DiCaprio plays Belfort, initially seen as a wide-eyed innocent taken under the wing of an experienced Wall Street maven, played brilliantly by Matthew McConaughey in a couple of largely improvised scenes. Unfortunately, those are the film’s best moments, and the last in which you feel any sympathy for Belfort.
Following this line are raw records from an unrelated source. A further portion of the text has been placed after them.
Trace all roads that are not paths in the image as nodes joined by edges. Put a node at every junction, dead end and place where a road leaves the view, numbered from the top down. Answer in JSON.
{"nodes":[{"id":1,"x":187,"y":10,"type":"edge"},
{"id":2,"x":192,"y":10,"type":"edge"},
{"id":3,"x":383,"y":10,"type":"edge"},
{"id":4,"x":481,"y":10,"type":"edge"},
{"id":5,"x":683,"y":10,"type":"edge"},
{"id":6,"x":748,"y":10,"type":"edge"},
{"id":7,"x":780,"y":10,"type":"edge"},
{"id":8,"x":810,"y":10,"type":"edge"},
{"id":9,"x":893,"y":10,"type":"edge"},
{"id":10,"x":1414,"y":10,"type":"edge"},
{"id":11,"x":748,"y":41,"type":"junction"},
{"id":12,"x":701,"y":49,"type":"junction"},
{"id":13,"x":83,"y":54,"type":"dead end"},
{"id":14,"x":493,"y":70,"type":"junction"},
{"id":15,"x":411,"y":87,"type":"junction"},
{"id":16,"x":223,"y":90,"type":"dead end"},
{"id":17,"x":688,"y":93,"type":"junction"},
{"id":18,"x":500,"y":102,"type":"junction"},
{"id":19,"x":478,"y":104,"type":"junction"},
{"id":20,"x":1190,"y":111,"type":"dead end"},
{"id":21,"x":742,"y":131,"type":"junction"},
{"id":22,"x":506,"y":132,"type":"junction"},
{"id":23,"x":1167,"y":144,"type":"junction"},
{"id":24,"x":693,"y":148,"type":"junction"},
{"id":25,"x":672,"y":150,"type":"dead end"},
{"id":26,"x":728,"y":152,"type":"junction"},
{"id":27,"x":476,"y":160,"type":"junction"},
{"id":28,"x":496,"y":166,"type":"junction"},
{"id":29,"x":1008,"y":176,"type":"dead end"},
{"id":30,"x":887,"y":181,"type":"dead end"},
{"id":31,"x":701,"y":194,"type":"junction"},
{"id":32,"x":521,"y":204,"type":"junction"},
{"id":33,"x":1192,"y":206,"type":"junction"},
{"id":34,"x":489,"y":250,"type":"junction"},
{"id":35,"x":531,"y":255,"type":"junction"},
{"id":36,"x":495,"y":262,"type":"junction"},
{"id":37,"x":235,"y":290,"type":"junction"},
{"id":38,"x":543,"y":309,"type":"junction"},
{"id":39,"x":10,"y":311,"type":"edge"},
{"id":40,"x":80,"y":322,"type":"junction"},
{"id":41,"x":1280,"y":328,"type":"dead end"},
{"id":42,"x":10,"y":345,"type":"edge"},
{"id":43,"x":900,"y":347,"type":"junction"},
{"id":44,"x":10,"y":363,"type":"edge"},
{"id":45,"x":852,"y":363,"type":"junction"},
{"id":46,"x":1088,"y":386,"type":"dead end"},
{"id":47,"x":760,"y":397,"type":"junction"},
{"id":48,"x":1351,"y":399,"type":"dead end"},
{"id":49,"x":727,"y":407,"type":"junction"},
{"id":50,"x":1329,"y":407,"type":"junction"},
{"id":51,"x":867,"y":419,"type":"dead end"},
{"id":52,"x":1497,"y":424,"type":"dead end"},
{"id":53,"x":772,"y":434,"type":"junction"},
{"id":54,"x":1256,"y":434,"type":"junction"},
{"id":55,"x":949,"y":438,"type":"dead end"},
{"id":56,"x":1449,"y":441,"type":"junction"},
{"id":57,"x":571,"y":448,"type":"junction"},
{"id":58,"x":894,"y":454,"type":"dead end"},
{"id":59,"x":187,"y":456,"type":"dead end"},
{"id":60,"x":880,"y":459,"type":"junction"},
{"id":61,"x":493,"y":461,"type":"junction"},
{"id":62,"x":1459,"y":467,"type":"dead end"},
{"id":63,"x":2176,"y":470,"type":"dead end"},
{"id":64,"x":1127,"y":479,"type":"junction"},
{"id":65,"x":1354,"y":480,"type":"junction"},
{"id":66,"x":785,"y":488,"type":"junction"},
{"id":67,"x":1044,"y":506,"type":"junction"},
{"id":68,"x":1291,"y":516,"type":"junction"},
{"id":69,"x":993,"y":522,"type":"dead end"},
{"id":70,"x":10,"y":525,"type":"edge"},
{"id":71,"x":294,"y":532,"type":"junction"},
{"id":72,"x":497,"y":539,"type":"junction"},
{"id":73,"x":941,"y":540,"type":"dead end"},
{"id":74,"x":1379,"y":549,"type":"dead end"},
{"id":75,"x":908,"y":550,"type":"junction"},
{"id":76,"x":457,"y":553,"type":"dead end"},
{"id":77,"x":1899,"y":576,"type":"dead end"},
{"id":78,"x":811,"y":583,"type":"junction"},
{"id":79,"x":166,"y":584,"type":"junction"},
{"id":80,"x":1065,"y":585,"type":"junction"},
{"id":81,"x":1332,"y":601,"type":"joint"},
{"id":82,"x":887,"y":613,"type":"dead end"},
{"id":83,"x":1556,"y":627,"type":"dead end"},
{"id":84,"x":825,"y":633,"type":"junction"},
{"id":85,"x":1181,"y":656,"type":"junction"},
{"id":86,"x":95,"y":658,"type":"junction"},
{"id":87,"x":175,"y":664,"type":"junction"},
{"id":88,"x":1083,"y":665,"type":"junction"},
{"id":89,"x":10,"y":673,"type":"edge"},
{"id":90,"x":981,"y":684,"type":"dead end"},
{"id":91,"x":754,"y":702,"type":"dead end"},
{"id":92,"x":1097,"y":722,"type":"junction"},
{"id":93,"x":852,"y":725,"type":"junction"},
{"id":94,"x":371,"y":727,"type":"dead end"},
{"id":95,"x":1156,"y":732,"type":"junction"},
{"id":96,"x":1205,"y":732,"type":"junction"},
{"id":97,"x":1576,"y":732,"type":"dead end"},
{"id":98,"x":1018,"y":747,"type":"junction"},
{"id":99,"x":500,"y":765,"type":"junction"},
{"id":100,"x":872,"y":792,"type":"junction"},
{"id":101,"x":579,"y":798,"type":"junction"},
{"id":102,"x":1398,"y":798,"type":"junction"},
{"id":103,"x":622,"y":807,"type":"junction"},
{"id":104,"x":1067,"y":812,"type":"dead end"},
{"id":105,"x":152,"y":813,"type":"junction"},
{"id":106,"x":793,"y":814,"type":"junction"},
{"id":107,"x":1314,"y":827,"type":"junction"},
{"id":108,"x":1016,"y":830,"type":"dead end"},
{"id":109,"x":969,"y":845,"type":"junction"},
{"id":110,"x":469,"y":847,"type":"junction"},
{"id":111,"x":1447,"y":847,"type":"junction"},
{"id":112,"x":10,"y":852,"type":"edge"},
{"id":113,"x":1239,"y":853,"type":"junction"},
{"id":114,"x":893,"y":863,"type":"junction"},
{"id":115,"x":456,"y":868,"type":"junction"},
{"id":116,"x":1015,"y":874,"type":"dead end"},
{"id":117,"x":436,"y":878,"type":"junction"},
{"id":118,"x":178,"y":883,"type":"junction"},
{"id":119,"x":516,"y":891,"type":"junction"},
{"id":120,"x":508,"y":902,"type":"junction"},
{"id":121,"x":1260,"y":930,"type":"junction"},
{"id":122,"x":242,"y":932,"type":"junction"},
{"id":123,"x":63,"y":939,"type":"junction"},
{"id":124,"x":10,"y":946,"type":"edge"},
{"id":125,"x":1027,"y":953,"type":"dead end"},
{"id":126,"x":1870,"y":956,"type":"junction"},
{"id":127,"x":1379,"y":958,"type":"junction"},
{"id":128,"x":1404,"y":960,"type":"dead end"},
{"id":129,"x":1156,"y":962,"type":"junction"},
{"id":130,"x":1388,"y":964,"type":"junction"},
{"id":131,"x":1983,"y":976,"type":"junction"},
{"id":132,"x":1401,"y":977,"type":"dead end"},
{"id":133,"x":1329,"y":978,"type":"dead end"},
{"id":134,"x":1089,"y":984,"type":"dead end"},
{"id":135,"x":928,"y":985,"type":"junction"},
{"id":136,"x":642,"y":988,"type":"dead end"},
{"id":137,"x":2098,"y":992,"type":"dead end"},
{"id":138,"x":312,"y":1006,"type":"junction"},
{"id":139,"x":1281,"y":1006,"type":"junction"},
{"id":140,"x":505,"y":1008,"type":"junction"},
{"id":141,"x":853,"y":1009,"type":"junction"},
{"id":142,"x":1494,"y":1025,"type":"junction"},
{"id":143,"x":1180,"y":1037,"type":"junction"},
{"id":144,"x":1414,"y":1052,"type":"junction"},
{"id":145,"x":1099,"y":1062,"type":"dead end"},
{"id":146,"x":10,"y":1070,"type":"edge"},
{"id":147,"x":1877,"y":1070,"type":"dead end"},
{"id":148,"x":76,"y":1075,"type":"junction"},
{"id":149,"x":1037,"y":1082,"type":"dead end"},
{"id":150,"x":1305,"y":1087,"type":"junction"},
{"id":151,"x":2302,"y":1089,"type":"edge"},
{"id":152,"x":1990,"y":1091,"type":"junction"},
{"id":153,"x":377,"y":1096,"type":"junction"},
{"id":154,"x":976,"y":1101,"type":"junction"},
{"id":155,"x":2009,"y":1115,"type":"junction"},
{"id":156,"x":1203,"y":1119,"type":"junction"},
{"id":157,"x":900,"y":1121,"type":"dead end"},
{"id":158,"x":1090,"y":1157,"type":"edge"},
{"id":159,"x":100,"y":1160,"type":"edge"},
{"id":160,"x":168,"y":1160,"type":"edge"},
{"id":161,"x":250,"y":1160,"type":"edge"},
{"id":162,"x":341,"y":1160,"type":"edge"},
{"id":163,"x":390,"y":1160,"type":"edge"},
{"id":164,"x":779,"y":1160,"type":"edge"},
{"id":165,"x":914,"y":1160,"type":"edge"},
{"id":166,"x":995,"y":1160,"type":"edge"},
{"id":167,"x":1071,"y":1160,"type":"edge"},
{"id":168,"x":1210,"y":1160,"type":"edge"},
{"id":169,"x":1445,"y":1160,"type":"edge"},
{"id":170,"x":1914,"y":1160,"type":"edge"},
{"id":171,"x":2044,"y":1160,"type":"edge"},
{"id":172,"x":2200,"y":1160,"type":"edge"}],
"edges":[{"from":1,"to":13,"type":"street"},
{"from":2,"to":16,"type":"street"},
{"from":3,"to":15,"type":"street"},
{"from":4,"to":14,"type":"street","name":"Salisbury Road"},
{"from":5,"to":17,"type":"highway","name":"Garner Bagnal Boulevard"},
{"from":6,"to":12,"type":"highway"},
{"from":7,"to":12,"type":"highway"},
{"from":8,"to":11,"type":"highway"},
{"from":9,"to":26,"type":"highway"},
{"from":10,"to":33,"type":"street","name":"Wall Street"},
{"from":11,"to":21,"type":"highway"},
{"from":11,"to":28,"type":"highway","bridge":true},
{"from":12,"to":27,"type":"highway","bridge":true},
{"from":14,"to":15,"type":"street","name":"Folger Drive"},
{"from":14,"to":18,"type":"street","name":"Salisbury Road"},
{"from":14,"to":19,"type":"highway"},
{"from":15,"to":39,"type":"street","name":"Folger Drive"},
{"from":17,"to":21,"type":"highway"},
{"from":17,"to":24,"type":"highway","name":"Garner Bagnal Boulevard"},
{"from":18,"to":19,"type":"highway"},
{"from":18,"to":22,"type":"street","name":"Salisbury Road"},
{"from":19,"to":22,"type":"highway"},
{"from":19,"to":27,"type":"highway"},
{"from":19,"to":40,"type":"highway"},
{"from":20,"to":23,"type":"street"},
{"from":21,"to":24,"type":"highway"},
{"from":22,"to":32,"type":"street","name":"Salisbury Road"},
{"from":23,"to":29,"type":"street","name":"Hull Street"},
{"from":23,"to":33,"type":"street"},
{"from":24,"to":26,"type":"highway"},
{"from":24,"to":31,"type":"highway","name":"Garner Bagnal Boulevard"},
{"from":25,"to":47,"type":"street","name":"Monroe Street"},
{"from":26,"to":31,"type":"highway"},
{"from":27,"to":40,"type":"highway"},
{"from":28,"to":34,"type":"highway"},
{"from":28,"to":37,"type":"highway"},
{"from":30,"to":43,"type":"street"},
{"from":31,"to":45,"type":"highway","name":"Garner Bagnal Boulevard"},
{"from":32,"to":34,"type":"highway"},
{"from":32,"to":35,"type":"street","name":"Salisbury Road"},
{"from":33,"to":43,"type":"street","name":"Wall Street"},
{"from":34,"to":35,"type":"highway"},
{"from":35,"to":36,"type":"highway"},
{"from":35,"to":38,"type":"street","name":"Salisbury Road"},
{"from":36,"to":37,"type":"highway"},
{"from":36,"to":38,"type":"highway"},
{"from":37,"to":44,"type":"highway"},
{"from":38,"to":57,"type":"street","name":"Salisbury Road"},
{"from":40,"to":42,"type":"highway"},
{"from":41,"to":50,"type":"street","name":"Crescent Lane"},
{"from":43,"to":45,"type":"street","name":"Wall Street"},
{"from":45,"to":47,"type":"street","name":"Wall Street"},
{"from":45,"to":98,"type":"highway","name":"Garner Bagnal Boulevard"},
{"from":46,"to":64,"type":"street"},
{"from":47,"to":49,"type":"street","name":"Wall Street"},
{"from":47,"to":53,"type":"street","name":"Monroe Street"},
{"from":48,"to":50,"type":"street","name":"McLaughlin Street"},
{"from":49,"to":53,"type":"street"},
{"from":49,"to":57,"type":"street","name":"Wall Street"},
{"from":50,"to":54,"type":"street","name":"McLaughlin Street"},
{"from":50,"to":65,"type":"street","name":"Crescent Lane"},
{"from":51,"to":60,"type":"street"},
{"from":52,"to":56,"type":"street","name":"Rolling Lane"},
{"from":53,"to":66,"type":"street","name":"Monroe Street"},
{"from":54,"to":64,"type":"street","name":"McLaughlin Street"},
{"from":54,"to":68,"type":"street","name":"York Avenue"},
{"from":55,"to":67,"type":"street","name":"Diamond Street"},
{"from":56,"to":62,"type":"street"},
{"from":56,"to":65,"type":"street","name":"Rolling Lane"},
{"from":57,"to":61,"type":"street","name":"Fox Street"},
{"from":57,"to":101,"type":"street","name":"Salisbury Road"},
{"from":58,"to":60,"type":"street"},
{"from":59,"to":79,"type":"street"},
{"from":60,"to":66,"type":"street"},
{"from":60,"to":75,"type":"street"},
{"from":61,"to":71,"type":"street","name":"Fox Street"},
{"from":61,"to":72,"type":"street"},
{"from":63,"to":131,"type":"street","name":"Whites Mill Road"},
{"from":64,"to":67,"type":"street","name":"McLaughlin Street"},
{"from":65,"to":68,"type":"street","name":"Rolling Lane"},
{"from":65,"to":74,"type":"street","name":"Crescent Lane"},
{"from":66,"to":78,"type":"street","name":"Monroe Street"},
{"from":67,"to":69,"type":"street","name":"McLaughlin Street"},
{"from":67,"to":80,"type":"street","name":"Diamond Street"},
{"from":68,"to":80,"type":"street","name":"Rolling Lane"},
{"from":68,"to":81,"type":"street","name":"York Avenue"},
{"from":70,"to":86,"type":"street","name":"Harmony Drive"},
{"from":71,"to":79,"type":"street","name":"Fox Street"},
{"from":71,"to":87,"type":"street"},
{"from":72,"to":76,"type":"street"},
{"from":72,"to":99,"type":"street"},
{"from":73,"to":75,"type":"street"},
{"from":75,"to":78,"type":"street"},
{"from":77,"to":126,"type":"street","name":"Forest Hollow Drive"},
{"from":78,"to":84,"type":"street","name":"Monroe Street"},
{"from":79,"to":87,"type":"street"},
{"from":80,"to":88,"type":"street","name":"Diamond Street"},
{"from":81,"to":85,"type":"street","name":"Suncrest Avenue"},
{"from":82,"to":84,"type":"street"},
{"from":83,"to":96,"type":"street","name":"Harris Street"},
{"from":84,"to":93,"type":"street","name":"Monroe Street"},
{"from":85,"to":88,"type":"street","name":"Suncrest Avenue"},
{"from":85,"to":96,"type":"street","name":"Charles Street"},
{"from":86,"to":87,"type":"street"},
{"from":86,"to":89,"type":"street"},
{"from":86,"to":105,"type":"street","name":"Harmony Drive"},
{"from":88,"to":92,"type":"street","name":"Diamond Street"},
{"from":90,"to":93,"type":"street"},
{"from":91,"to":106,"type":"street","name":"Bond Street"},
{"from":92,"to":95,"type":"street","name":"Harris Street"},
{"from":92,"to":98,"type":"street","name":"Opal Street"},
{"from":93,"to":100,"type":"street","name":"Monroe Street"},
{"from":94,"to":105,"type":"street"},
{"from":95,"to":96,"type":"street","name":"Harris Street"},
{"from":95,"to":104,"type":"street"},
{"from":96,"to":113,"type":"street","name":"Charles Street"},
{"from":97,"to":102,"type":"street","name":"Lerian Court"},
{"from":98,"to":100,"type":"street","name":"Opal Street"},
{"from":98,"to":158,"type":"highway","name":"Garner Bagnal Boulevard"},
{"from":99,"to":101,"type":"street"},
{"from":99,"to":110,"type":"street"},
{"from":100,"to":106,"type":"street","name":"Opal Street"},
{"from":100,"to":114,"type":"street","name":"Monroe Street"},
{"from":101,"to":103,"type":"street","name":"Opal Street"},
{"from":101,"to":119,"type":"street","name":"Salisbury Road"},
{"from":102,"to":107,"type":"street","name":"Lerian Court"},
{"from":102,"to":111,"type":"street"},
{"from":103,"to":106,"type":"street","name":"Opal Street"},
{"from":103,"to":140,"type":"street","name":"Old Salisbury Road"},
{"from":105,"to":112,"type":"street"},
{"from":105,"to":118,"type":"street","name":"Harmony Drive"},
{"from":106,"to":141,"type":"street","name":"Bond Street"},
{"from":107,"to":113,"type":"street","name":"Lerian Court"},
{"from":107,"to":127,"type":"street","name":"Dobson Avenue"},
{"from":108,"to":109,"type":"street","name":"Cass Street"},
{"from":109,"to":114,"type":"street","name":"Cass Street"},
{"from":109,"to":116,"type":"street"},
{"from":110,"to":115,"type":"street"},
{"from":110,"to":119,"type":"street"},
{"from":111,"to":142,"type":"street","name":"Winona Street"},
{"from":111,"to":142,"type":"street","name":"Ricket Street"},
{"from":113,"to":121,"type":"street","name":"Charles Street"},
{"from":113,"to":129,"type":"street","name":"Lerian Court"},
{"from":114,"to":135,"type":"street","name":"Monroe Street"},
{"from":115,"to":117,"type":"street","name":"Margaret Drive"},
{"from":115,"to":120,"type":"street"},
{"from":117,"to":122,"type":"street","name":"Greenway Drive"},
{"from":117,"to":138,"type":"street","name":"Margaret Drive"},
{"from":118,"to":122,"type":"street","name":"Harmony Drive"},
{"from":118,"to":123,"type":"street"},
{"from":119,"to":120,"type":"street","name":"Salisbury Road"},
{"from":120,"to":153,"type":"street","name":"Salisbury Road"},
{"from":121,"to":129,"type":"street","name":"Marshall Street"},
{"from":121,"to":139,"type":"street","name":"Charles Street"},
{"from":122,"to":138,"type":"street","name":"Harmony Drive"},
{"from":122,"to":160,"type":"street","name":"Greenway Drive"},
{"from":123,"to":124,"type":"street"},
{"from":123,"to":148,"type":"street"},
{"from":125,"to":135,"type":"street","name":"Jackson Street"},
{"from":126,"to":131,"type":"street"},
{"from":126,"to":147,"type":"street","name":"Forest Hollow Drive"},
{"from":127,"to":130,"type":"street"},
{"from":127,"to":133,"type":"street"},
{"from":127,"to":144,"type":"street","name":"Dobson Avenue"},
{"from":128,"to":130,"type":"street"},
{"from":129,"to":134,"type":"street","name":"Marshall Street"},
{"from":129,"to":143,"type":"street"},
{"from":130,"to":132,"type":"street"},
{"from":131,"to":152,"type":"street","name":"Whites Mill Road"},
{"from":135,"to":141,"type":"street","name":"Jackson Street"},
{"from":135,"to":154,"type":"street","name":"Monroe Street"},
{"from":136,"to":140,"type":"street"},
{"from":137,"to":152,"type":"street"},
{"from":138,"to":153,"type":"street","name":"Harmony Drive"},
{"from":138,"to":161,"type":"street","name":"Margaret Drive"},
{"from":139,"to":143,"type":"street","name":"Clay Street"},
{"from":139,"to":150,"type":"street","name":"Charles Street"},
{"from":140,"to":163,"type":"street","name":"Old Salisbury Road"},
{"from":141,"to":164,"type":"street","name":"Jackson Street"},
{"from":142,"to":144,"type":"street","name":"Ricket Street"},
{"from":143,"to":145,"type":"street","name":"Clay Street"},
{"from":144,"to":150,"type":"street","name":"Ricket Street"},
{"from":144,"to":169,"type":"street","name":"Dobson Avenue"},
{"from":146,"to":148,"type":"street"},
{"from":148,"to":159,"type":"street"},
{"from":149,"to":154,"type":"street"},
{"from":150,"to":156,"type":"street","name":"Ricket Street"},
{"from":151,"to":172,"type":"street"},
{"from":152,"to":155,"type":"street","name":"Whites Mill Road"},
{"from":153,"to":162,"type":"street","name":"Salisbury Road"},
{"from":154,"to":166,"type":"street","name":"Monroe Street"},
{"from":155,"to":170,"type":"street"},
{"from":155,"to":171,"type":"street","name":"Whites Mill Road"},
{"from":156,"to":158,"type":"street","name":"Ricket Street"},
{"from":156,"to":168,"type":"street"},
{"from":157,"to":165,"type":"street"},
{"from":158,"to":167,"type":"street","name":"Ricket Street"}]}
After the stock-market crash of 1987, he starts over with penny stocks on Long Island, and acquires a right-hand man, played with buck-toothed-lapdog geekiness by Jonah Hill. As he clambers up the food chain, Jordan dumps his frowzy ethnic wife in favour of a blond vixen (Pan Am’s Australia-born Margot Robbie) to go with his mansion, sports cars, 137-foot yacht, and all the blow that can be FedExed from Bolivia
In short, Belfort’s a major jerk and you can’t wait to see him taken down. Oh, but wait you do, while watching scene after repetitive scene with the overamped tycoon exhorting his fist-pumping troops to be even more mercenary with the suckers they reel in. These pseudosatirical rallies are staged energetically, complete with naked ladies and flying dwarves. Even as feds close in on the operation, nothing like reflection or insight is offered. Instead, we get long bouts of Quaalude-inspired humour (can there be slow slapstick?) and the principals ad-libbing macho riffs on what we’ve already seen. You walk out wondering who the real suckers are.